• **TASK GOAL**
All lines holding the word "Wima" in the listing below need to be copied.

• **DATA EXCERPTS**

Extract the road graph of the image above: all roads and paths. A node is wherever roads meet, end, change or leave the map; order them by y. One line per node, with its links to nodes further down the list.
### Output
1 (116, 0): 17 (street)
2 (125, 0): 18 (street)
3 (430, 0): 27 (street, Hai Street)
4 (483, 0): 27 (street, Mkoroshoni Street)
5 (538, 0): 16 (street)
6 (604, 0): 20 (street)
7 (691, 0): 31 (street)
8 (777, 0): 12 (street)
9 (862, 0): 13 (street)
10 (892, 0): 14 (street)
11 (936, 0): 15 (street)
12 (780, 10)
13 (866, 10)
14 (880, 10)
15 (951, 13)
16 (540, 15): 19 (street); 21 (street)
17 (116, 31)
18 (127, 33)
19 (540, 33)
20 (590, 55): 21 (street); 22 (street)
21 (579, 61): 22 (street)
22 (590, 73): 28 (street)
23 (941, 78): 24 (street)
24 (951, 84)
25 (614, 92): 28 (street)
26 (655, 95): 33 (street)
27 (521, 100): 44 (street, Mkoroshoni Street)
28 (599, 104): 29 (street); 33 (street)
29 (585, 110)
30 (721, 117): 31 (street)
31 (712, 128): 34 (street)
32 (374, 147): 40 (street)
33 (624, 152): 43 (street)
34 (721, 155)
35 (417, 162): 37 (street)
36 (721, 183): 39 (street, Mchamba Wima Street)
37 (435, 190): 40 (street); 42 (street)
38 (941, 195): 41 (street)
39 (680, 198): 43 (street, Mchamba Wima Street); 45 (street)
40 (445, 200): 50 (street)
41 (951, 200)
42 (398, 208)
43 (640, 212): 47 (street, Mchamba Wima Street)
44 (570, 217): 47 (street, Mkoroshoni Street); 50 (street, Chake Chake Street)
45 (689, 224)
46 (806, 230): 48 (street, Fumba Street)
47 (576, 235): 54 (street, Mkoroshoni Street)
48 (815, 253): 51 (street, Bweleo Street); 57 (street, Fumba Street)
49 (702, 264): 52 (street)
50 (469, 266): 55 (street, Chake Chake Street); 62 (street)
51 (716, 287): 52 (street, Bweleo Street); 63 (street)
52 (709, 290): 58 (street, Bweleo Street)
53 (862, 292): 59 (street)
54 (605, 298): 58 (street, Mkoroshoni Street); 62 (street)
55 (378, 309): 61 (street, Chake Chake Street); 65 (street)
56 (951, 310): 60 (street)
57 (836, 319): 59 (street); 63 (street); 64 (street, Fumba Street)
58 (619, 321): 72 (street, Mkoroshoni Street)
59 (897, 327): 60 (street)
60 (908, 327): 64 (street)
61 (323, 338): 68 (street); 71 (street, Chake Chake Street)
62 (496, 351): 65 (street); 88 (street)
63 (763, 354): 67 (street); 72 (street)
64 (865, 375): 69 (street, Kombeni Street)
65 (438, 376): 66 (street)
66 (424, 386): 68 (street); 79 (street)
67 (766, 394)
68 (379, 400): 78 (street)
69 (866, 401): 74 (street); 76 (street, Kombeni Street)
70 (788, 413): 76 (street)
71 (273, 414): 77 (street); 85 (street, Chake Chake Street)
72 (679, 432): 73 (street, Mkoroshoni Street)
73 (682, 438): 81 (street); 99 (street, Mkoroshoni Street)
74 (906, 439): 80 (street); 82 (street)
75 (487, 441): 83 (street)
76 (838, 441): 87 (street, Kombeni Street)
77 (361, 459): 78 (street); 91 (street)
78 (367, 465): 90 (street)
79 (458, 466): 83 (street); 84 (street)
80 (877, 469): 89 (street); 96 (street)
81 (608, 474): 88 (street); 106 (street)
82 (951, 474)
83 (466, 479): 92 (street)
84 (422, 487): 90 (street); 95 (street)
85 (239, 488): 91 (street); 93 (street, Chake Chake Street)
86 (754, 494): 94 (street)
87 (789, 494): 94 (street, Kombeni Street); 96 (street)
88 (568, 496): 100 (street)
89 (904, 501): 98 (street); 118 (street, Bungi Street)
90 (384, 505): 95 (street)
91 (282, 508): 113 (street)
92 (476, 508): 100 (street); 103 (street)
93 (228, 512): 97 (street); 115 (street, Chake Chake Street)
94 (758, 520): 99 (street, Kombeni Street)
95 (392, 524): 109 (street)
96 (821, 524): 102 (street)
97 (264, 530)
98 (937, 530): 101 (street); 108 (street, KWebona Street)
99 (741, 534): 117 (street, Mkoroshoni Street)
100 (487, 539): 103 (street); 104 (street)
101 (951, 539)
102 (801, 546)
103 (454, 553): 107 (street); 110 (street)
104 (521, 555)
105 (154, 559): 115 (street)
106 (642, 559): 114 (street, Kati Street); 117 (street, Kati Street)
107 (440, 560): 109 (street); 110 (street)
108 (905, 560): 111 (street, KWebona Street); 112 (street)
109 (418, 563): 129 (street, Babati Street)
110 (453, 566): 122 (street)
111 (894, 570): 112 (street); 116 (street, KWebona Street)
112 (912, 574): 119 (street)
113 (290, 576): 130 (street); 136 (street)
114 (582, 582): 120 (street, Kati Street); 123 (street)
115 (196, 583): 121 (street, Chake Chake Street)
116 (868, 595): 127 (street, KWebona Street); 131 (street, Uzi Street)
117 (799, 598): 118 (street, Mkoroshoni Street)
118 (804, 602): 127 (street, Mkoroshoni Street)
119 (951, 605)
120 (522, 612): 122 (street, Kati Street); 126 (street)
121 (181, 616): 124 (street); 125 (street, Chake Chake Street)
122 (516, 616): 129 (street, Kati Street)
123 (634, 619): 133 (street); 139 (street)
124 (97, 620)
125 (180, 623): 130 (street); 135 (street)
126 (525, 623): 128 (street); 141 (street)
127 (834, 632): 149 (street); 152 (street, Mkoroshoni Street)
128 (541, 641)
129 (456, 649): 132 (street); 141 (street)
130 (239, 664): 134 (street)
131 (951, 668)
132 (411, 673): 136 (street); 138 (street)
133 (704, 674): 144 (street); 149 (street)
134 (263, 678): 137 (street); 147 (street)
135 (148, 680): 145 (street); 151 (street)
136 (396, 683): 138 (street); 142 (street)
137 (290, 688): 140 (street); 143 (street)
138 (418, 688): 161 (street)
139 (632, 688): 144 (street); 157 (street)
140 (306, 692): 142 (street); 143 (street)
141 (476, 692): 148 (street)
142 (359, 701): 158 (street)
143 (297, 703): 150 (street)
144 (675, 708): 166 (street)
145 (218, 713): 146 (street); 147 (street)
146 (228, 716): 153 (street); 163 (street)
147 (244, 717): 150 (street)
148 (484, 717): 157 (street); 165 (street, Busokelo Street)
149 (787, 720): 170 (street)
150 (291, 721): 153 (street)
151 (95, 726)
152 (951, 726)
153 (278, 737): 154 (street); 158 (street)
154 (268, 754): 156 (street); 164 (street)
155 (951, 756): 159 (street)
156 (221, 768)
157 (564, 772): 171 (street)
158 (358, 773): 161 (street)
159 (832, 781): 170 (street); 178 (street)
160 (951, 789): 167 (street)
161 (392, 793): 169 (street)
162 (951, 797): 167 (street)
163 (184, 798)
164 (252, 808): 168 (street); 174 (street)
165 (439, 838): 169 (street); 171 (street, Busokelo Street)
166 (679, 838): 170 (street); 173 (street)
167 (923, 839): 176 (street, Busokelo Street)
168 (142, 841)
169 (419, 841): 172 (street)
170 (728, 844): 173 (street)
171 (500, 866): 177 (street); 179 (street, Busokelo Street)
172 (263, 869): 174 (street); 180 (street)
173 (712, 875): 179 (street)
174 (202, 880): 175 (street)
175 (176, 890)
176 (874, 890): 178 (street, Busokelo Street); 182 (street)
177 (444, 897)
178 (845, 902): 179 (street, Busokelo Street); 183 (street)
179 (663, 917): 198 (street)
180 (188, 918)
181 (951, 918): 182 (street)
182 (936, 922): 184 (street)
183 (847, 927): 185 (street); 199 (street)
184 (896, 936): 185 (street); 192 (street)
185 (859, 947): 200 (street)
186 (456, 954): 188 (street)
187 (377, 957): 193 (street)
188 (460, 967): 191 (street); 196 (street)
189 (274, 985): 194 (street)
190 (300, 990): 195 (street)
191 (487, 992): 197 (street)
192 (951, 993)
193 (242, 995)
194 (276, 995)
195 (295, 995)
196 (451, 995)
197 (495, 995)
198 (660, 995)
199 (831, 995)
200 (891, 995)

• **RESULT OF THIS TASK**
36 (721, 183): 39 (street, Mchamba Wima Street)
39 (680, 198): 43 (street, Mchamba Wima Street); 45 (street)
43 (640, 212): 47 (street, Mchamba Wima Street)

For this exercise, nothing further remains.